A: We came up with this idea of mentorship metrics. So for example, it could be an anonymous survey that could evaluate how a supervisor is treating or mentoring early-career researchers, to be evaluated by an external entity—such as a national funding agency, a research council, or an independent accreditation body. It could ask, “How did you feel with your supervisor? Do you feel there are things to improve?”

And then have some kind of actual implications for the findings to incentivize good supervisory behaviors, whether it is with increasing salaries, getting more specific funding, some kind of awards. And, on the other hand, also to take accountability when the supervisors are not doing well. It could be having some kind of courses on how to mentor. If it’s something that is recurring, maybe not allowing this person to supervise researchers for a specific span of time.

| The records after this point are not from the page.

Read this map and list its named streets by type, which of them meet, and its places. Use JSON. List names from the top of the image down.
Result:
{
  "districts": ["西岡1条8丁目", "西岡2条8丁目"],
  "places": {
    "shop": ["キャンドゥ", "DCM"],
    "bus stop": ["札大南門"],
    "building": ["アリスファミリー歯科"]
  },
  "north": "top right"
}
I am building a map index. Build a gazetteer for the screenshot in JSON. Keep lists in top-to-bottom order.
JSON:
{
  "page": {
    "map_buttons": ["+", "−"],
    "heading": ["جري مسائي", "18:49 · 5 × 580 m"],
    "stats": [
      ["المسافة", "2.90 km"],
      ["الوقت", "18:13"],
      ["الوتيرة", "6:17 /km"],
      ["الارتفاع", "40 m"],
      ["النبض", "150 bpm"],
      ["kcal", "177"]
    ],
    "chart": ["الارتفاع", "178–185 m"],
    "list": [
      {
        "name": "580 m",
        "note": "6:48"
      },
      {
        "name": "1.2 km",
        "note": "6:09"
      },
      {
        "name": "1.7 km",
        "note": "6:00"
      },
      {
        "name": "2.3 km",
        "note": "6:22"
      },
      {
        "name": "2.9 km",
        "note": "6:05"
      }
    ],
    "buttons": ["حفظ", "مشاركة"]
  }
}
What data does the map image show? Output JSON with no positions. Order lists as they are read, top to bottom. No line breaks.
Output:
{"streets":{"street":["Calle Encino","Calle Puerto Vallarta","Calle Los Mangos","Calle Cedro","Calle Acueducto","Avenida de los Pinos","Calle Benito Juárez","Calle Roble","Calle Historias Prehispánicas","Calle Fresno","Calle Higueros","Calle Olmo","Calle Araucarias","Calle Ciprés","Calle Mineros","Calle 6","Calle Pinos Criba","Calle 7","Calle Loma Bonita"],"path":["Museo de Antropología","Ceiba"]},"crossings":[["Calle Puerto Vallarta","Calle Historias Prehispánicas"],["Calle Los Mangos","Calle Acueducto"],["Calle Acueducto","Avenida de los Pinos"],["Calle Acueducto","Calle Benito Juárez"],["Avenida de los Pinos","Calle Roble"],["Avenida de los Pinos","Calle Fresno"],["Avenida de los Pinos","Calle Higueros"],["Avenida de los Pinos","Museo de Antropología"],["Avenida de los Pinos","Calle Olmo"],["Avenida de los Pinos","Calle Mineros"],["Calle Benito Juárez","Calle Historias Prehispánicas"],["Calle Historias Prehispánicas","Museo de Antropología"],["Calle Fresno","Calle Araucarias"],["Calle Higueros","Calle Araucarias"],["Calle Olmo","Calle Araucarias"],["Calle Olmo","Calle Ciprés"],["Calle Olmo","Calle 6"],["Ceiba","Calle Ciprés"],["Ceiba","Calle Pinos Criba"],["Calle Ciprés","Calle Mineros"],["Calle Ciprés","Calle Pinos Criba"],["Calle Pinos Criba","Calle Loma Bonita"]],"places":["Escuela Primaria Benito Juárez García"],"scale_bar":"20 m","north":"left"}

Q: I can imagine that that kind of feedback could be really helpful to ERCs and institutions, if it’s kept confidential. It could be a little tricky if someone has a small lab, like two people or something.

A: True. But you know what, even if there’s a single person or two people in the lab, then there should be ways for them to express how things are working. I think there should be mechanisms to protect these people and ensure that they can express themselves freely. For instance, institutions could aggregate data over a 3- to 5-year window or combine data from multiple small labs within the same department, so individual responses cannot be traced back to a specific group of people.

Q: What advice would you give to potential grad students weighing where to do their Ph.D.?

A: My main advice when people ask is usually that they look for a nice person, a nice supervisor, rather than focusing on the research line that they love. Because I feel that if you are happy in the working environment, you will end up liking what you’re doing. Particularly when you’re doing a Ph.D., considering the power dynamics at work between the supervisor and the student, I think it’s important to be happy and have a nice person as a supervisor. Find someone who you feel is a good person. Because you will be attached to that person for years. It’s a huge part of your life. And as a Ph.D. student, it’s not as easy as other jobs to quit and look elsewhere.